When Jesus spoke of storing up treasures in heaven, He may have been suggesting something else as well. He could have meant we can receive treasures now, but kingdom treasures rather than earthly ones. Let us pursue this concept a bit.
There are New Testament verses that refer to treasures or riches that do not fit the world’s definition of valuables. Paul said his purpose was “that they may have the full riches of complete understanding, in order that they may know the mystery of God, namely, Christ, in whom are hidden all the treasures of wisdom and knowledge” (Col. 2:2-3). He refers to full riches of complete understanding, plus treasures of wisdom and knowledge hidden in Jesus.
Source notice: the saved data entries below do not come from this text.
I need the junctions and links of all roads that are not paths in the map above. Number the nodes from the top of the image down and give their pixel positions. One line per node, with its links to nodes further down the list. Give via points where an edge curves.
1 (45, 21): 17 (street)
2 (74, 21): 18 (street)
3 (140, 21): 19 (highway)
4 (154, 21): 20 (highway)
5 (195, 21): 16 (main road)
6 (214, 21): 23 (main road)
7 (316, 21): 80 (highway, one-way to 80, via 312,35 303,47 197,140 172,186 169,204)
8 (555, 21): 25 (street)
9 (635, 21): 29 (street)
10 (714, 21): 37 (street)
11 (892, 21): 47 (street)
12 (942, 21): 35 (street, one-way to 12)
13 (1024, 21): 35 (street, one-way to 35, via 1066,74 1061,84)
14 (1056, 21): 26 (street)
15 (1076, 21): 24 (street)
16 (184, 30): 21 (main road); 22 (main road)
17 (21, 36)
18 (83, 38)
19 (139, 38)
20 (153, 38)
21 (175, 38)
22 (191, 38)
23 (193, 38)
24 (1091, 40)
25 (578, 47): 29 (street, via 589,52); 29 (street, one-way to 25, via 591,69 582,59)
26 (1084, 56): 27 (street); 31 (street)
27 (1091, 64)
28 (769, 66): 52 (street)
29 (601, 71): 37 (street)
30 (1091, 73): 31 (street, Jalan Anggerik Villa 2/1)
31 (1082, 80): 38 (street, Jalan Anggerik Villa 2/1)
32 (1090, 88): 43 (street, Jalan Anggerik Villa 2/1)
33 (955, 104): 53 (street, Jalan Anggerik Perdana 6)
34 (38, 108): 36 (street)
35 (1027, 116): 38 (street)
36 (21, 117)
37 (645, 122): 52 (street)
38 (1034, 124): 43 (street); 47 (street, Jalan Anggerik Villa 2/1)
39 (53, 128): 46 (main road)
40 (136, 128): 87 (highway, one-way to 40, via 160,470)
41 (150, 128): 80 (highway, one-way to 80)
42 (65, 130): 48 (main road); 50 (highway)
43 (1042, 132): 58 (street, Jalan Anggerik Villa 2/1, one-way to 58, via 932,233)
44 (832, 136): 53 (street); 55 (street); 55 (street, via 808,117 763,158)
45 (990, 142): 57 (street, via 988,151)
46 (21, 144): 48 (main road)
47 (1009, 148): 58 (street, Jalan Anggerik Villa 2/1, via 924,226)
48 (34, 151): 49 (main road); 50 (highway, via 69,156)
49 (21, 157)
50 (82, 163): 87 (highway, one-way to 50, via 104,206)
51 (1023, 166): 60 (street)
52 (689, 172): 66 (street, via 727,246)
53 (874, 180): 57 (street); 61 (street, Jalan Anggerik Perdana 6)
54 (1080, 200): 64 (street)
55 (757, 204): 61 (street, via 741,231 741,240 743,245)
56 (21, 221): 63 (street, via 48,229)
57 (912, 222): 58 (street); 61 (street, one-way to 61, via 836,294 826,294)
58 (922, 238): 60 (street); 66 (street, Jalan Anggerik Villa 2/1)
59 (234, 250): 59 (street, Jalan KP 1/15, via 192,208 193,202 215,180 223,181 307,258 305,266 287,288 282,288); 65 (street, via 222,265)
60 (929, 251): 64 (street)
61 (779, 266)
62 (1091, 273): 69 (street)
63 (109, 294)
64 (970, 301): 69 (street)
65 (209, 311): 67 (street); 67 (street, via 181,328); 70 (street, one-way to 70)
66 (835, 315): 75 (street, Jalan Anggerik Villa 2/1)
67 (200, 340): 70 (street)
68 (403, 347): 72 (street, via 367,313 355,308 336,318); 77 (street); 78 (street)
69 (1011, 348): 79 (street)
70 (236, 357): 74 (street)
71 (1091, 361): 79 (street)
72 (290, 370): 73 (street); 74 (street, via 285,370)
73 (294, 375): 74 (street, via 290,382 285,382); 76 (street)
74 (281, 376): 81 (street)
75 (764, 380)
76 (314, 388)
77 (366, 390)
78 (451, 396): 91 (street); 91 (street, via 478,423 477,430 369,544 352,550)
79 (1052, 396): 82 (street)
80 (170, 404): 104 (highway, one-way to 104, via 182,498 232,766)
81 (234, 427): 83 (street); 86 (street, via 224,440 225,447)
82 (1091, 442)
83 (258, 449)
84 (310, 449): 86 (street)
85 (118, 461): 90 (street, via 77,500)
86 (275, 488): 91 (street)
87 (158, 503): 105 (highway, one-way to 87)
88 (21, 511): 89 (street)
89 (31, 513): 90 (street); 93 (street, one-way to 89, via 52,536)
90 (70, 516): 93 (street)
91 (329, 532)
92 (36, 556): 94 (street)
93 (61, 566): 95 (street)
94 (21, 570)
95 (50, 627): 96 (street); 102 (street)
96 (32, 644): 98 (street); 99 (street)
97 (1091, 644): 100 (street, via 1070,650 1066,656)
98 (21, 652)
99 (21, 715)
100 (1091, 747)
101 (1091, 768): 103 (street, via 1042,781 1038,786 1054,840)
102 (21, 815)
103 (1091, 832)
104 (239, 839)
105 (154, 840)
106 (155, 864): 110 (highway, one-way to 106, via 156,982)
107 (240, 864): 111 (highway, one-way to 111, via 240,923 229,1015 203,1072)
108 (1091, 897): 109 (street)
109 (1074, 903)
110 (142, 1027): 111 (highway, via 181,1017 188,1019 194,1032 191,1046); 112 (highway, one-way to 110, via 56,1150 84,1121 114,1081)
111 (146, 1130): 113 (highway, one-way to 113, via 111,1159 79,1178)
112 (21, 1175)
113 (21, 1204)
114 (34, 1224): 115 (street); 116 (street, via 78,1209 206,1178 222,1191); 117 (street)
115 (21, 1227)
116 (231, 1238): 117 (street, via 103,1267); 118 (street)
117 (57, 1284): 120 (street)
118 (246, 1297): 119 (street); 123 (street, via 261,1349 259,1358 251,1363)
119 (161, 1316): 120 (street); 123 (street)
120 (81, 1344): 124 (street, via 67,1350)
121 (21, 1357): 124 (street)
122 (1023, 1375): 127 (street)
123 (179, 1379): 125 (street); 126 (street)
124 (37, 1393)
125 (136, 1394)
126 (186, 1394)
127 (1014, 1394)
That is, he considered certain knowledge, wisdom and understanding to be riches and treasure.
In another place, Paul wrote of the knowledge of the glory of God in the face of Christ, then described that knowledge as “treasure in jars of clay” (2 Cor. 4:6-7). The treasure he spoke of is the knowledge of God’s glory as perceived in Jesus.
What is the purpose of all this understanding, knowledge and wisdom? These are like the treasures of a skilled craftsman, the understanding, knowledge and wisdom that enable him to perform superior work. In the same way, the understanding, knowledge and wisdom we receive through Jesus and about Jesus enable us to be effective members of His kingdom, doing God’s work with great effectiveness and skill. We have this understanding because Jesus gave us the keys of the kingdom. The kingdom keys give us access to what is reserved for kingdom use.